Au lieu de céder aux sirènes qui voient dans le port du masque la source de tous les maux, il convient en effet de ne pas utiliser n’importe quoi, ni n’importe comment. Or, en Belgique, les consignes peu claires des autorités en début de la crise ont fait écho à une gestion des stocks qui tenait du vaudeville, entre pénurie et livraisons de modèles ne satisfaisant pas aux normes en vigueur dans notre pays. Les citoyens ont donc dû faire appel à leur sens de la débrouille et se fabriquer leurs propres masques, plus ou moins confortables et plus ou moins efficaces, malgré de nombreux tutoriels trouvables en ligne.
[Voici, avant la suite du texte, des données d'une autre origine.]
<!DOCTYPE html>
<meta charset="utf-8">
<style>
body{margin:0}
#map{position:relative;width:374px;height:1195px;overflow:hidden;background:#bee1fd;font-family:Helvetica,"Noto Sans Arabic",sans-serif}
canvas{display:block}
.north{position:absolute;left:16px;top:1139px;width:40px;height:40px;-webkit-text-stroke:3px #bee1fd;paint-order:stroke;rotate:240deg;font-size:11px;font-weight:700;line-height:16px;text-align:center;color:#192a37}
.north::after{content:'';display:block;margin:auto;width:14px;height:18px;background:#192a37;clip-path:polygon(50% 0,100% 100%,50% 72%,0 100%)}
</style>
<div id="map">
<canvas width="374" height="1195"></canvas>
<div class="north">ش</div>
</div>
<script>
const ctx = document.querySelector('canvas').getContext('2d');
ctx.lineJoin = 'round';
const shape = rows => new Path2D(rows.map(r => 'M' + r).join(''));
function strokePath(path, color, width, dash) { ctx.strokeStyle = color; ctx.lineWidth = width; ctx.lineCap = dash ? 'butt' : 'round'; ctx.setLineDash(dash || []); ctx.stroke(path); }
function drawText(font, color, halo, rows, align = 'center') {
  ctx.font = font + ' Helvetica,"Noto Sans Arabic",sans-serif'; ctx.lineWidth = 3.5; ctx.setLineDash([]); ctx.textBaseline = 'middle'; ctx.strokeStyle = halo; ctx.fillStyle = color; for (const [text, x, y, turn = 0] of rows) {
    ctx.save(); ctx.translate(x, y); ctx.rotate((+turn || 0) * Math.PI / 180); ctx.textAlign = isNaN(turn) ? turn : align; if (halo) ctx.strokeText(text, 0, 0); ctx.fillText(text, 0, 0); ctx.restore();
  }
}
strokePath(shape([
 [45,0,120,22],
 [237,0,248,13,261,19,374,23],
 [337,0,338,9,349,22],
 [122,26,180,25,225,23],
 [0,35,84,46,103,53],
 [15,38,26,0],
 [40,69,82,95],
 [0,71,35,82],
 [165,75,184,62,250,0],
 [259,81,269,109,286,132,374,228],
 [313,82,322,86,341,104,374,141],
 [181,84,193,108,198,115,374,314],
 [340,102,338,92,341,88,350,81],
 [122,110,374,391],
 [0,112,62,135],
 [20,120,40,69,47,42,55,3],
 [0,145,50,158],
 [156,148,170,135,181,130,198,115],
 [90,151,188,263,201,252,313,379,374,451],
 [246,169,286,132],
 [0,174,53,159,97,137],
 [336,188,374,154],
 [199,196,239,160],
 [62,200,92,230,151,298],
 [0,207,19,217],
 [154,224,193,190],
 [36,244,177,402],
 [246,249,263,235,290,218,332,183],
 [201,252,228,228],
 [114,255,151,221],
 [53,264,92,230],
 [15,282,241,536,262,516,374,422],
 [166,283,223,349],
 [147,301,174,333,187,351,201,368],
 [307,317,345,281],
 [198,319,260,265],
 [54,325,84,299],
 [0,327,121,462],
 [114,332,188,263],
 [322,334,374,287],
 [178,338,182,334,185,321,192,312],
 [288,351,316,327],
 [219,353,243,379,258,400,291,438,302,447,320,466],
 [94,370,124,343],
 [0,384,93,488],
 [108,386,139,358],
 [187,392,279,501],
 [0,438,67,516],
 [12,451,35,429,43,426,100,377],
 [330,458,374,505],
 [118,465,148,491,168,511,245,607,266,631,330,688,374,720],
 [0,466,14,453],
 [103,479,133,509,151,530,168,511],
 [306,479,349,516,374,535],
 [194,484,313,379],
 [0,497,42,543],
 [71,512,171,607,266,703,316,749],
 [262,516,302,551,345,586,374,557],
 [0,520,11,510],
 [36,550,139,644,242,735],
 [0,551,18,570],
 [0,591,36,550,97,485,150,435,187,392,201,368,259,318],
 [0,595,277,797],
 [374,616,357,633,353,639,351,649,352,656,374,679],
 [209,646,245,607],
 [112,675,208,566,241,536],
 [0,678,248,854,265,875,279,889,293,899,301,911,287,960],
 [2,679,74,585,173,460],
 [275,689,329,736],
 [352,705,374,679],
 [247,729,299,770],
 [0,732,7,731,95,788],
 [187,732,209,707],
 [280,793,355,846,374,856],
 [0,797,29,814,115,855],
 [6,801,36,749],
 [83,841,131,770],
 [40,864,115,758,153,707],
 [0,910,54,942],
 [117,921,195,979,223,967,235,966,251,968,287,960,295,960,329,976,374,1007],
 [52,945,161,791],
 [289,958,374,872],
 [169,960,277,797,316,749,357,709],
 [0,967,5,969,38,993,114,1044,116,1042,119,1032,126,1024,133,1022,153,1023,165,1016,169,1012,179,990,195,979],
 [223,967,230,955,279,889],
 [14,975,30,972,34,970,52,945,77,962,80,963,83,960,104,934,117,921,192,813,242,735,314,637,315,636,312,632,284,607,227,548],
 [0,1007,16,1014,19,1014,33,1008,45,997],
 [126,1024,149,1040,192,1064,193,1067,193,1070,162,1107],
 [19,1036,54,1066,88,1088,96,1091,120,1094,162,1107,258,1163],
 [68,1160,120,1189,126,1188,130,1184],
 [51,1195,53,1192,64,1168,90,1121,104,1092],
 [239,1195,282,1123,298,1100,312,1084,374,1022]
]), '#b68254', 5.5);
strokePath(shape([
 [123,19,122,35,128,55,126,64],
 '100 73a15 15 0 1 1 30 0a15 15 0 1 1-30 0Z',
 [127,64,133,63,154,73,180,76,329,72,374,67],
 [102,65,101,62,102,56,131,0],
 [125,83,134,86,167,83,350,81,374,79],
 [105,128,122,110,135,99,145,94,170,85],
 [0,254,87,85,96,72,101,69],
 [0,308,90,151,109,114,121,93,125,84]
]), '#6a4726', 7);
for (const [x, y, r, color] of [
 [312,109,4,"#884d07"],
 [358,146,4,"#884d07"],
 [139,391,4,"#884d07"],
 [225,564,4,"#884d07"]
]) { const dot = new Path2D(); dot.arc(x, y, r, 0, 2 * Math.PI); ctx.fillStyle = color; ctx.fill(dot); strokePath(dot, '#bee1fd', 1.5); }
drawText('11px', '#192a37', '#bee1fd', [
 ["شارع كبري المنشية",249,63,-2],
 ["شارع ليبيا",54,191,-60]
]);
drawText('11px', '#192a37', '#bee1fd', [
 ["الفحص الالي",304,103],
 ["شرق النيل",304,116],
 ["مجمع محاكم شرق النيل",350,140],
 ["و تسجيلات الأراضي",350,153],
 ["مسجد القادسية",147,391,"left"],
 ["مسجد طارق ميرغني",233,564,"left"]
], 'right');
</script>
Certaines de ces protections artisanales peuvent se révéler plus irritantes que d’autres. « Un tissu plus rugueux peut devenir un facteur d’irritation », convient M. Nikkels. « Mais il ne faut pas négliger la question de l’hygiène : les fameux masques N95 sont censés être jetés après usage, mais en consultation, je vois parfois des patients qui en portent un qui n’a plus ses couleurs d’origine, ce n’est pas très frais ! Quant aux masques en tissu, il vaut mieux en changer au moins deux fois par jour, en partant du principe qu’on ne les a pas sur le visage toute la sainte journée, et il ne faut pas non plus négliger leur hygiène. Les lavages à 30 ou 40°C permettent d’éliminer la crasse, mais n’ont aucun effet contre les micro-organismes. Il faut au moins monter à 60°C pour éliminer les bactéries et les virus, et plus chaud encore ne fera pas de mal. »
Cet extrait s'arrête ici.